How to Train for a Long Bike Ride
Make sure you have an appropriately sized bike for your size, and have a professional at a local bike shop fit the bike to your physical proportions. If your long ride is exclusively on the road, a road bike is the most efficient model to use and will be less fatiguing than a hybrid or mountain bike. A properly adjusted bike will maximize your comfort and efficiency on the long training rides. Additionally, learning basic maintenance skills, such as how to change a flat tire, is important for both your training and the organized ride, since you will encounter long stretches without formal aid stations.

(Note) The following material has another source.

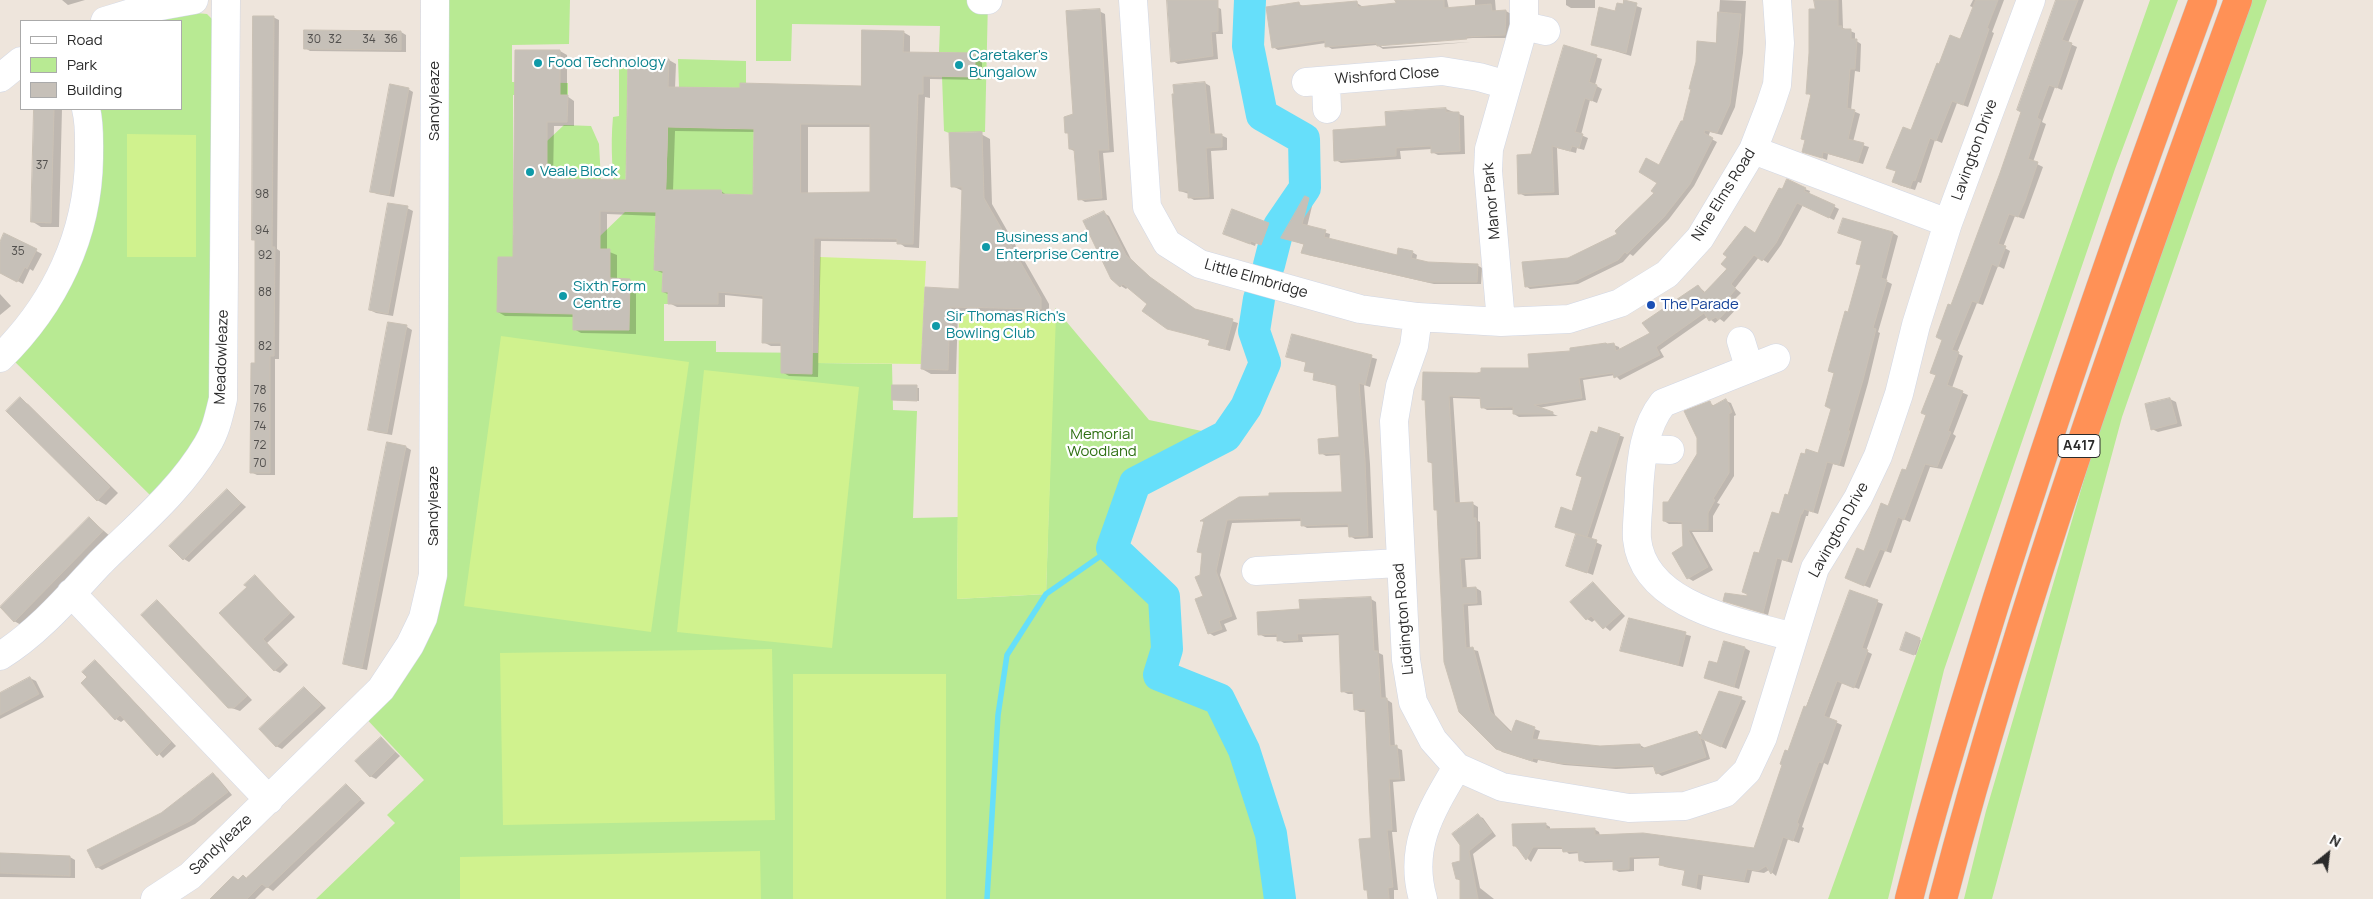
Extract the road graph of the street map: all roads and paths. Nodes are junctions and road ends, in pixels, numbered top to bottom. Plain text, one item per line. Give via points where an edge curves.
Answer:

Increase your weekly cycling mileage gradually, and focus on adding miles to one ride per week. This long ride will prepare your body for several hours in the saddle and give you the opportunity to practice your fueling and hydration strategies while riding. Your longest training ride should be about two-thirds to three-quarters of the total distance you are preparing for. For example, if your goal ride is 100 miles, your longest training ride should be between 67 to 75 miles.
Add one or two workouts per week in which you do higher intensity intervals. Even though you are training for a long ride, including some fast cycling improves your body’s ability to buffer lactate, which will ultimately enable you to achieve a higher power output at a given perceived effort level. To estimate your lactate threshold, or the point at which blood lactate increases substantially over resting levels, wear a heart-rate monitor to measure your average heart rate during a 30-minute time trial. A sample interval training workout for a long ride would be two to five 10-minute intervals at one to five beats per minute lower than your lactate threshold heart rate, with 10 minutes of recovery cycling in between.
Include sufficient recovery into your training plan. Take one or two days completely off per week, and include one low-mileage week per month to allow your muscles to repair and rebuild themselves. Your body adapts to the training you put in during the recovery periods, not during the actual training itself. Furthermore, staying hydrated and well fueled before, during and after your workouts will help your body recover optimally. Finally, tapering, or reducing your mileage during the last week or two before your long ride, will allow your body to recover and reap the benefits of your training load.